Fazer um Biopic Michael Jackson e escolher encerrar a história antes do maior ápice da carreira do artista parece, no mínimo, um risco narrativo. É como filmar a vida de Napoleão e parar o filme antes de ele ser coroado imperador. Mas quando se olha a arquitetura por trás de ‘Michael’, que chega aos cinemas nesta sexta-feira (24), a escolha faz todo o sentido do mundo — comercial e estrutural. O filme não é a história completa do Rei do Pop; é a sua história de origem. E como qualquer blockbuster de origem que se preze, ele já deixa a porta escancarada para a sequela.
Por que o Biopic Michael Jackson funciona como uma história de origem
A maioria dos filmes sobre músicos tenta espremer a vida inteira do artista em duas horas, resultando numa sucessão de clichês do gênero. ‘Michael’ desvia dessa armadilha ao focar na formação do garoto de Gary, Indiana, e na máquina que eram os Jackson 5. Ao colocar a dinâmica familiar — com Colman Domingo como Joe Jackson e Nia Long como Katherine — no centro da trama, o diretor Antoine Fuqua constrói um fundamento psicológico. A turnê de amadurecimento com os irmãos e a pressão absurda da Motown não são apenas contexto; são o conflito central. É interessante notar como Fuqua, um diretor habitual de thrillers urbanos nervosos como ‘Dia de Treinamento’, aqui se volta para a disciplina quase militar do ensaio. A câmera se fixa na sufocante precisão exigida por Joe Jackson, transformando o surgimento do talento não em milagre, mas em sobrevivência. O filme termina justamente no momento em que Michael começa a buscar independência criativa. O público sai do cinema com a sensação de que o verdadeiro espetáculo está prestes a começar — na tela do próximo filme.
A fórmula de Graham King e o fantasma de ‘Bohemian Rhapsody’

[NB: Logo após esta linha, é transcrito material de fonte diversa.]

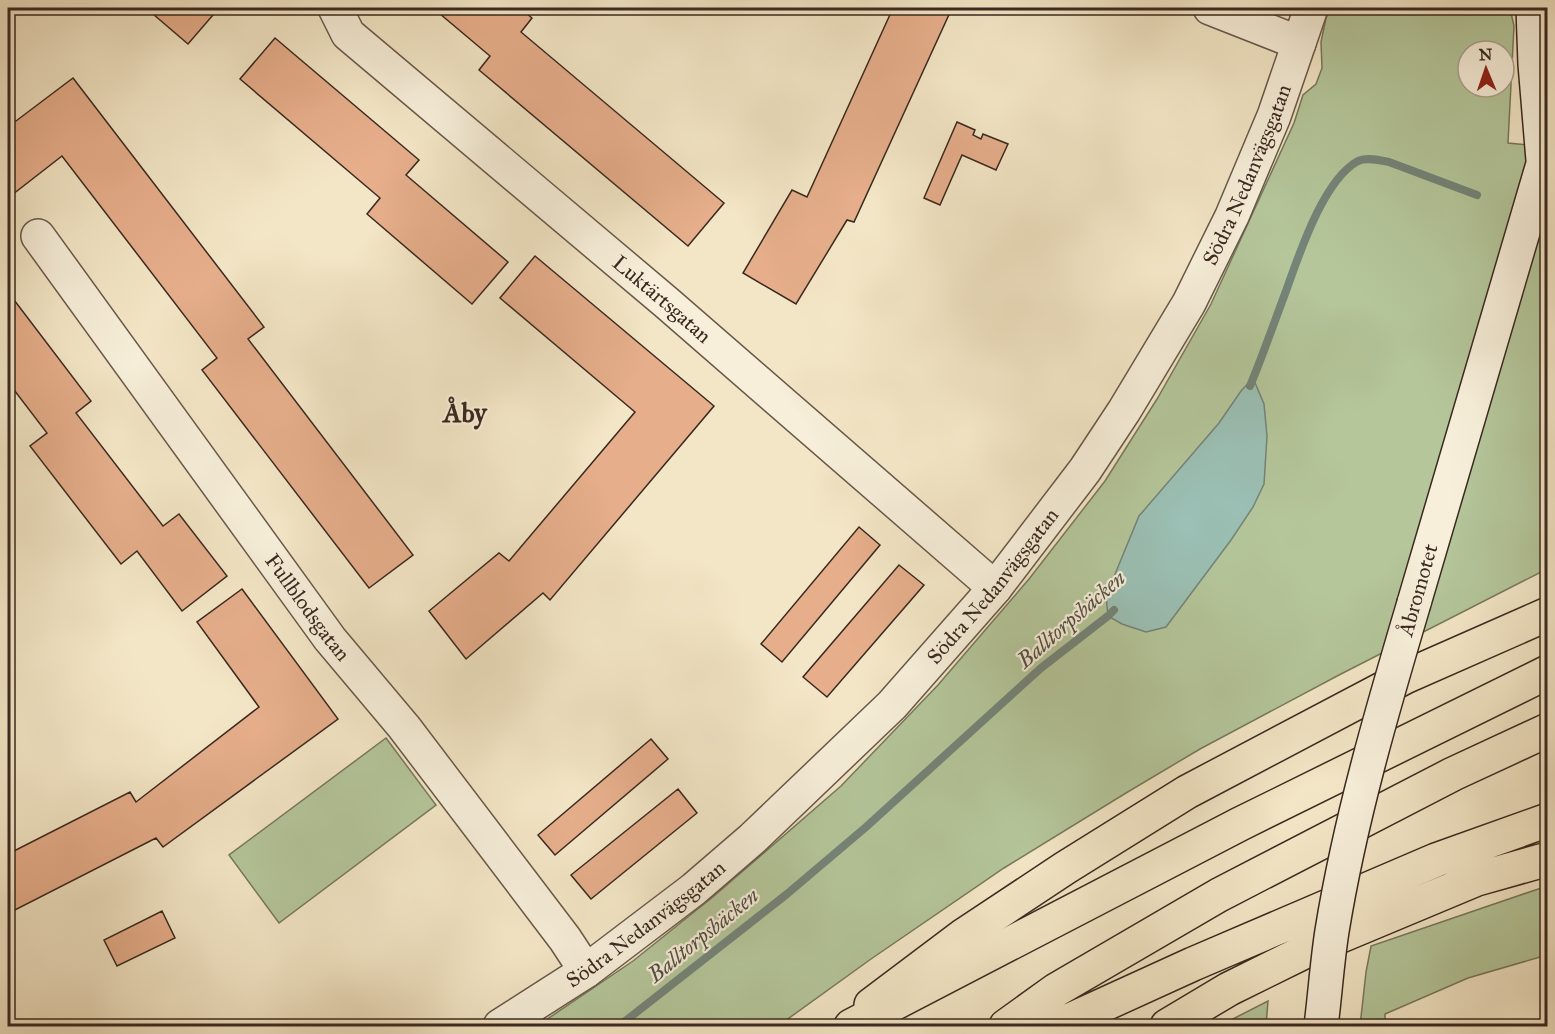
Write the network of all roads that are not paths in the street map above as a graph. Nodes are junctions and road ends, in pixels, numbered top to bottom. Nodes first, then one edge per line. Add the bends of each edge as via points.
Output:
1 (335, 8) edge
2 (1209, 8) edge
3 (1311, 8) edge
4 (1533, 8) edge
5 (1299, 43) junction
6 (1545, 153) edge
7 (38, 236) dead end
8 (995, 588) junction
9 (1548, 614) edge
10 (1548, 672) edge
11 (1548, 730) edge
12 (1547, 820) edge
13 (1548, 860) edge
14 (1477, 879) junction
15 (586, 970) junction
16 (500, 1026) edge
17 (842, 1026) edge
18 (851, 1026) edge
19 (1006, 1026) edge
20 (1057, 1026) edge
21 (1167, 1026) edge
22 (1322, 1026) edge

1 - 8 street, Luktärtsgatan via 348,34 667,303
2 - 5 street
3 - 5 street, Södra Nedanvägsgatan
4 - 6 street, Åbromotet
5 - 8 street, Södra Nedanvägsgatan via 1274,116 1232,216 1189,303 1085,470
6 - 22 street, Åbromotet, bridge via 1374,738 1332,933
7 - 15 street, Fullblodsgatan via 330,639 404,727
8 - 15 street, Södra Nedanvägsgatan via 892,705 752,839 694,889
9 - 17 highway via 1405,677 1187,792 964,935
10 - 18 highway via 1240,824
11 - 19 highway via 1453,774 1219,895 1056,990
12 - 14 highway
12 - 20 highway via 1436,860
13 - 14 highway
14 - 21 highway via 1312,948 1229,989
15 - 16 street, Södra Nedanvägsgatan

O produtor Graham King não é novato nesse tipo de jogada. Seu currículo inclui ‘Os Infiltrados’ e ‘O Aviador’, mas o paralelo mais óbvio aqui é ‘Bohemian Rhapsody’. Em 2018, King produziu o fenômeno do Queen e adotou a mesma estratégia: focar na formação e no início da banda, terminando o filme no lendário Live Aid de 1985 e varrendo os anos finais de Freddie Mercury para debaixo do tapete. Foi um sucesso colossal de bilheteria. Agora, ele repete a dose com precisão cirúrgica. Em entrevista ao ScreenRant, quando questionado se já pensou em continuar a história de Jackson além desse primeiro filme, King foi pragmático: ‘Com certeza já pensei em algumas coisas. Veremos o que acontece’. Não é um ‘talvez’. É um ‘estamos esperando a bilheteria confirmar o que já planejamos’.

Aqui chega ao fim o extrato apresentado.